Which of the lines below contain the string "RESERVOIR"? Copy each one.
───── Data extract
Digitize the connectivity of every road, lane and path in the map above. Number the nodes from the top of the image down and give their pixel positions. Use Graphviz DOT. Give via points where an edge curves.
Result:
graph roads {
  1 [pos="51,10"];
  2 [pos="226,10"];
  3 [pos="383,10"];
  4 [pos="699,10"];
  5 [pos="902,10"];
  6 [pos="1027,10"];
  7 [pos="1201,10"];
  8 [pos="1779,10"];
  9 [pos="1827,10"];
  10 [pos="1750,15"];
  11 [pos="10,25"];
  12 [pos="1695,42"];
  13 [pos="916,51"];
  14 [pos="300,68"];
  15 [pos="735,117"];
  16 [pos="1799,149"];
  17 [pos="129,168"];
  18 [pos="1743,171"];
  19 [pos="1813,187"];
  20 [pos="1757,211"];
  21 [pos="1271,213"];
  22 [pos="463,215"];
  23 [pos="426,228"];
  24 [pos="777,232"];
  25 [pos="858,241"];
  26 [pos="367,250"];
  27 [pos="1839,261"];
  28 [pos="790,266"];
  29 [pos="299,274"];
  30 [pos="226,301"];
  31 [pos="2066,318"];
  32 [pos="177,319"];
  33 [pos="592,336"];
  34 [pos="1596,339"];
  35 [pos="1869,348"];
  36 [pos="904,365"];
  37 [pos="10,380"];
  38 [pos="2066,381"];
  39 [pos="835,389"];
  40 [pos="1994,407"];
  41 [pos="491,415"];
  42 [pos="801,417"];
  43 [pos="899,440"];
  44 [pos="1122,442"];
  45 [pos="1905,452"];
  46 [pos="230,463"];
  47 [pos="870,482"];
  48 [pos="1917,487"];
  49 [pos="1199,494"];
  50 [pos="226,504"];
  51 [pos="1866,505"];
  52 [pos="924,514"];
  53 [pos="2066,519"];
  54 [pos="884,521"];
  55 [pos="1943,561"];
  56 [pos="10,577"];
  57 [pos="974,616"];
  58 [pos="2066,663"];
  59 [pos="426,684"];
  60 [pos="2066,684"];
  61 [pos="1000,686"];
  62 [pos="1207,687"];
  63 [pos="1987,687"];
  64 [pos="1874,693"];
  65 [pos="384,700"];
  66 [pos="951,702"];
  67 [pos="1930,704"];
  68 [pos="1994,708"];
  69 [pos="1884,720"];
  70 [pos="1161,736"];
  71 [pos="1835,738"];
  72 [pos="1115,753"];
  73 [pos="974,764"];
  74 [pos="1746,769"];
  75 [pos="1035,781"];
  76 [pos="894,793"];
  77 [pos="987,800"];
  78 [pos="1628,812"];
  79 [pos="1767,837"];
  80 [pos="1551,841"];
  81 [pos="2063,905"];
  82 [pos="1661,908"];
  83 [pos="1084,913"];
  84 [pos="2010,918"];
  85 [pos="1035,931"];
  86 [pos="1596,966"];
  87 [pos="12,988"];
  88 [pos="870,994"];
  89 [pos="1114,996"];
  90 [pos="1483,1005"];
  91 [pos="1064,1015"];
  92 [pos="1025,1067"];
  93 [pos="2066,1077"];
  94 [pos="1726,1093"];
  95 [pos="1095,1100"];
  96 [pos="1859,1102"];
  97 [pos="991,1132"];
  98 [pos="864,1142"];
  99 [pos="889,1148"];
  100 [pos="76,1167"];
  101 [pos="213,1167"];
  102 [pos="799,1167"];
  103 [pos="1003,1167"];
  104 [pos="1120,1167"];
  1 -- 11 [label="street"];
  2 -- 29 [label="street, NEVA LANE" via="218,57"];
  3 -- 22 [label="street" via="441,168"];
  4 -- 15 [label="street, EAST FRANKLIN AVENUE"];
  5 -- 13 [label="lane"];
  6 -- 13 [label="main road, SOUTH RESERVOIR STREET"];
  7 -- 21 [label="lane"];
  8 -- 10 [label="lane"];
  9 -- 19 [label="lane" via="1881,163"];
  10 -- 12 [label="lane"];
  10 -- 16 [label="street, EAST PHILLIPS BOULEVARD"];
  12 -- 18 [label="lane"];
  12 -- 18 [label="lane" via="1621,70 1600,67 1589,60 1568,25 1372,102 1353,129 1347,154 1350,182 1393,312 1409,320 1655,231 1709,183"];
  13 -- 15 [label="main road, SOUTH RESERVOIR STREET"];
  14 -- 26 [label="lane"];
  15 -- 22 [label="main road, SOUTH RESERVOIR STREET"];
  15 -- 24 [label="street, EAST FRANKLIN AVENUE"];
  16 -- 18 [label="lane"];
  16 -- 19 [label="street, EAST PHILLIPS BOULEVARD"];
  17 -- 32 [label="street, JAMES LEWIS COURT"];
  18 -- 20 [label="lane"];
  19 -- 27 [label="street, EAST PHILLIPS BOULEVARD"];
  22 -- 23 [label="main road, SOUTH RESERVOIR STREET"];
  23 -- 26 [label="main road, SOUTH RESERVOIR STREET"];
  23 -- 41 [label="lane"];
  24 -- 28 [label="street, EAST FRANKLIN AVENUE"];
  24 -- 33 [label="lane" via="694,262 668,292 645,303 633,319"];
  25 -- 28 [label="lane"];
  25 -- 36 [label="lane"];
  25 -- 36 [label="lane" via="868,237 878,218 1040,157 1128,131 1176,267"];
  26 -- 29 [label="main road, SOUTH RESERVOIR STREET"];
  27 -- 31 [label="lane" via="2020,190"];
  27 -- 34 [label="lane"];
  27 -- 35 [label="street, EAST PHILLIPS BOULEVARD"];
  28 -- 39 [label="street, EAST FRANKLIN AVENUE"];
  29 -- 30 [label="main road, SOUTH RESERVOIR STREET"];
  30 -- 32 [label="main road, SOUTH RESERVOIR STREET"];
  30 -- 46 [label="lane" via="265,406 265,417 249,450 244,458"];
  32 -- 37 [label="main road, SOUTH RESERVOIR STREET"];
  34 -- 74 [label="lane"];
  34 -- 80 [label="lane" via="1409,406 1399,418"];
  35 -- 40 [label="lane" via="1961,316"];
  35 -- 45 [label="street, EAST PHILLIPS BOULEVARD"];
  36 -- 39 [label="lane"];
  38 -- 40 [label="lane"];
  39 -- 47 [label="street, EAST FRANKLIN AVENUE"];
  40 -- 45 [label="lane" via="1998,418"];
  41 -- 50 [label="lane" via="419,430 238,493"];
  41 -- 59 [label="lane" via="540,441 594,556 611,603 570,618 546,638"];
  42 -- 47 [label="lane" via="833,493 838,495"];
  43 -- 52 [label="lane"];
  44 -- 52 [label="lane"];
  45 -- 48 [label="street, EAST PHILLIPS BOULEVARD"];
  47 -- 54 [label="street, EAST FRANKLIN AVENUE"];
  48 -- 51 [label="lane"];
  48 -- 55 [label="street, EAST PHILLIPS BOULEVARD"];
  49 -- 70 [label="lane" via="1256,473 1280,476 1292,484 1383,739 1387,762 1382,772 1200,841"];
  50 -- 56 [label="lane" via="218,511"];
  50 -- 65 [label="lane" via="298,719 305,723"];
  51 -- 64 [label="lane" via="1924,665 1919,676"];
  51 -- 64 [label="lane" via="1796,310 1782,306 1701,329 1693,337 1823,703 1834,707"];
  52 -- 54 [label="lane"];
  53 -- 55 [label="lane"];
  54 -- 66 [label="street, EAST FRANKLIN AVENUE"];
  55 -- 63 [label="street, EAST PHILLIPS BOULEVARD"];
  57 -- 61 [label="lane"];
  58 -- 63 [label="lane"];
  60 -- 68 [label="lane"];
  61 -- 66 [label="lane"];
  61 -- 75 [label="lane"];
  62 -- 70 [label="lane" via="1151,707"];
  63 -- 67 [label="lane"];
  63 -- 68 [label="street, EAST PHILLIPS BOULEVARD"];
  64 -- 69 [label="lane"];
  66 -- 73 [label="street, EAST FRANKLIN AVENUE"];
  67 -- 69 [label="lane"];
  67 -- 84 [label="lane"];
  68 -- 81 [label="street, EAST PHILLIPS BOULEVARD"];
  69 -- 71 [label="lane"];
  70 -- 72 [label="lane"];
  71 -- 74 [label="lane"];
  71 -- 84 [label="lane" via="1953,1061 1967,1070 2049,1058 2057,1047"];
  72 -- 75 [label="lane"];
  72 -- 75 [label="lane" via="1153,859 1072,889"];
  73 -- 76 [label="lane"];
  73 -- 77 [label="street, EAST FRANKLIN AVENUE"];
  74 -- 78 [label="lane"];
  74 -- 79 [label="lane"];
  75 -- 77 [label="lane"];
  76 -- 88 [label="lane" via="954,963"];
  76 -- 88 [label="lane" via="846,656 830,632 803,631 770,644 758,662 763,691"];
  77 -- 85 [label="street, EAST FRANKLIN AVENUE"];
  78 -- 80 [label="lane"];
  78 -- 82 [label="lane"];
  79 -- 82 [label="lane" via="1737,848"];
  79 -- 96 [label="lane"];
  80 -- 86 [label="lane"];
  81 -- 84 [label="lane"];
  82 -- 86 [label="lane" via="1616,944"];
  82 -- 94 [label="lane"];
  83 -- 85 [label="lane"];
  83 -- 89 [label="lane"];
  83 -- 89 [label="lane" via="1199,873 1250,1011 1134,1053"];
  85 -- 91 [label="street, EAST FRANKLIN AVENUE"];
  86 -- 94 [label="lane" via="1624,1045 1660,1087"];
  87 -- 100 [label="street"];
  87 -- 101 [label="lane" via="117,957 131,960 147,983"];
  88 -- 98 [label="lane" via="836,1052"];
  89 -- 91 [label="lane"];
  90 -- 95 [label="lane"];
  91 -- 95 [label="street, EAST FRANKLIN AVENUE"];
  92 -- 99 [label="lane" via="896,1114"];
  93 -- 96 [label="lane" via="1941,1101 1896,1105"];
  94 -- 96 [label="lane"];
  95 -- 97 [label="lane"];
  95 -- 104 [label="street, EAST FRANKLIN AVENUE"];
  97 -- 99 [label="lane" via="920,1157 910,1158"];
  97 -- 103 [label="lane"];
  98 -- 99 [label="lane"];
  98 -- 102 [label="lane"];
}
──────────
■ Answer for the task ■
  6 -- 13 [label="main road, SOUTH RESERVOIR STREET"];
  13 -- 15 [label="main road, SOUTH RESERVOIR STREET"];
  15 -- 22 [label="main road, SOUTH RESERVOIR STREET"];
  22 -- 23 [label="main road, SOUTH RESERVOIR STREET"];
  23 -- 26 [label="main road, SOUTH RESERVOIR STREET"];
  26 -- 29 [label="main road, SOUTH RESERVOIR STREET"];
  29 -- 30 [label="main road, SOUTH RESERVOIR STREET"];
  30 -- 32 [label="main road, SOUTH RESERVOIR STREET"];
  32 -- 37 [label="main road, SOUTH RESERVOIR STREET"];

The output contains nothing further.